In the records that follow, find each line with "main" and pull it out.

(DATA FOR PROCESSING):
· · ·

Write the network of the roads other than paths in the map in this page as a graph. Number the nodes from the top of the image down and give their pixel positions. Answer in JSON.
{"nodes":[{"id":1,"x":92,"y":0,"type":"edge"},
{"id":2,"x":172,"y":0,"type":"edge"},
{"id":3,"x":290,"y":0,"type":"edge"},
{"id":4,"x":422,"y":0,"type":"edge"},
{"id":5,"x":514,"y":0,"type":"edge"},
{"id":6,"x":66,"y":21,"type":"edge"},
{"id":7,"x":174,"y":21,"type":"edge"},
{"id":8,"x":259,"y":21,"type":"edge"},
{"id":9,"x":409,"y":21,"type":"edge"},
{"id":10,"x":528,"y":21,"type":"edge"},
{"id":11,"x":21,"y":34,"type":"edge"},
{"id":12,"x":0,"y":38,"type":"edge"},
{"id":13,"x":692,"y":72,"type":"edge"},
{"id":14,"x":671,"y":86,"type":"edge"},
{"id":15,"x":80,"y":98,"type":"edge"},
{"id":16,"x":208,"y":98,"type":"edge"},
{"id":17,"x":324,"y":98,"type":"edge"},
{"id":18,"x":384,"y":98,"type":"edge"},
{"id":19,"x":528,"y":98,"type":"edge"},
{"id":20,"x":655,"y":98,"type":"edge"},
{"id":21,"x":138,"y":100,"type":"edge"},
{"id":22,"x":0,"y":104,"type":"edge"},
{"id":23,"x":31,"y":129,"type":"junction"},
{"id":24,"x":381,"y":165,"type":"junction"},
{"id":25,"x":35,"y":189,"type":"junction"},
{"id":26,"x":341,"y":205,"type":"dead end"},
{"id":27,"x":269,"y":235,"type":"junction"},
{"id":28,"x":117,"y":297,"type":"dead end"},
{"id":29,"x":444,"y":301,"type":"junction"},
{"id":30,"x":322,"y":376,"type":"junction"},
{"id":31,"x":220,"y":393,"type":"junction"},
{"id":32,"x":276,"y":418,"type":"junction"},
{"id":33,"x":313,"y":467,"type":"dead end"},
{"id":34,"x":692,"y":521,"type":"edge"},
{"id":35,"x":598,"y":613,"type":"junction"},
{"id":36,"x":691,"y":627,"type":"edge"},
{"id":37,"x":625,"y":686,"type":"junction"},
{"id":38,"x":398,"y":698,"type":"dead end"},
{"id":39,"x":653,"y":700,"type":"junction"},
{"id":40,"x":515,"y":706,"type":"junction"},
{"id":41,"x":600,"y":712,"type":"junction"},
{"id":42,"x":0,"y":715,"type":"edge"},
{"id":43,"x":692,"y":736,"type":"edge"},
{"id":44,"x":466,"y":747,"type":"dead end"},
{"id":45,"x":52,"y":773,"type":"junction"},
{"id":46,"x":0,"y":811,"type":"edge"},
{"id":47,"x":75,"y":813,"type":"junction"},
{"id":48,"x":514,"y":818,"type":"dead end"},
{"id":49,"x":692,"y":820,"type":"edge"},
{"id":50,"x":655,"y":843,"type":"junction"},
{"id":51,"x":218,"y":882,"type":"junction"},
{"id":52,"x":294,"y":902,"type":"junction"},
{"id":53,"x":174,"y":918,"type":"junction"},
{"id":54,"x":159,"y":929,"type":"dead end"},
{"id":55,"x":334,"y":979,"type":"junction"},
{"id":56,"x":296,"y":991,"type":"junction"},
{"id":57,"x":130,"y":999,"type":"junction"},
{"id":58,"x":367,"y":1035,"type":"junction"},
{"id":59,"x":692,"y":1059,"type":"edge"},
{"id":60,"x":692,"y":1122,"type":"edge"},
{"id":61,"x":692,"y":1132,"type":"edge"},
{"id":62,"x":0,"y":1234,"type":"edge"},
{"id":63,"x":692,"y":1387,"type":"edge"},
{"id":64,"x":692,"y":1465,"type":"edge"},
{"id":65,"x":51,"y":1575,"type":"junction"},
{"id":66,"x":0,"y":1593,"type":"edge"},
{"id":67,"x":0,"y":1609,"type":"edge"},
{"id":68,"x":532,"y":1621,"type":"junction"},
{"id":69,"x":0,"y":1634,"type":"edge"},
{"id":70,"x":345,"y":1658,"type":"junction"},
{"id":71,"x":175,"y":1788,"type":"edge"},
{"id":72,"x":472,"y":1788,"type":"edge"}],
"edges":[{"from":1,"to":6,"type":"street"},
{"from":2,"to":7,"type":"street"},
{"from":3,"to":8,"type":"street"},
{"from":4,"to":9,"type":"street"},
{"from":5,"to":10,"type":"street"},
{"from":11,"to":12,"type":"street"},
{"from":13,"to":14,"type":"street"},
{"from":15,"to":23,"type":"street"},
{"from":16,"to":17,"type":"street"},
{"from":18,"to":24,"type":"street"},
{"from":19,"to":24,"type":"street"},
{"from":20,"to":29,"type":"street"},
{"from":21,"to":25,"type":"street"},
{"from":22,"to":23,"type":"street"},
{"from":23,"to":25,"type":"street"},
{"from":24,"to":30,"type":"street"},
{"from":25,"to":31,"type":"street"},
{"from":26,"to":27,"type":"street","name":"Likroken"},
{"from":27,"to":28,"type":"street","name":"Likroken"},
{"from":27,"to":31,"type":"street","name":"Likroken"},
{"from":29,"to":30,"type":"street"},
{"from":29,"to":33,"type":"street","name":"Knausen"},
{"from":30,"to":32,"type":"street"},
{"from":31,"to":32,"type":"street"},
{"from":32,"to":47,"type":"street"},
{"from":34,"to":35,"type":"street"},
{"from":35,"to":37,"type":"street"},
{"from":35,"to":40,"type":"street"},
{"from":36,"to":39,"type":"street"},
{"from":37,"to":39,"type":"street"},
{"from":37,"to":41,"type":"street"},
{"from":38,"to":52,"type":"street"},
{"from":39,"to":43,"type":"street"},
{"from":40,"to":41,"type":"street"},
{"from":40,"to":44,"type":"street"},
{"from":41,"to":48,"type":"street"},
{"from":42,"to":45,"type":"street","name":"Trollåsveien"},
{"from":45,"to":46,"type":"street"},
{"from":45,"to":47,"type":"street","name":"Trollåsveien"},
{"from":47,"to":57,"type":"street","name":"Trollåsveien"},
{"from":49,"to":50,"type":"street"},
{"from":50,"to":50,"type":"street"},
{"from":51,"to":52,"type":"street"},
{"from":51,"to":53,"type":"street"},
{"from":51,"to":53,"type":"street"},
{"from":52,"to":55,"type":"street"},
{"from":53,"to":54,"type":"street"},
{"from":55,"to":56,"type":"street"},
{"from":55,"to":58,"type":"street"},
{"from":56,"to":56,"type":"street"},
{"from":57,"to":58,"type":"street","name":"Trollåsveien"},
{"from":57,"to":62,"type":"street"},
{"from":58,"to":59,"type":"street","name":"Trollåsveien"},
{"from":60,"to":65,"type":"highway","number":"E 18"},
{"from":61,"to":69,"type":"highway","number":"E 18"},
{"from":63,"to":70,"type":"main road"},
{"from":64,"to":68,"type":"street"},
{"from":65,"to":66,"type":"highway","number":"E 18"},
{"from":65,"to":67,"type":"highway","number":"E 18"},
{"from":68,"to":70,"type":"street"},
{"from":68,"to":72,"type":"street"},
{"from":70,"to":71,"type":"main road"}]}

· · ·

(TASK OUTPUT):
{"from":63,"to":70,"type":"main road"},
{"from":70,"to":71,"type":"main road"}]}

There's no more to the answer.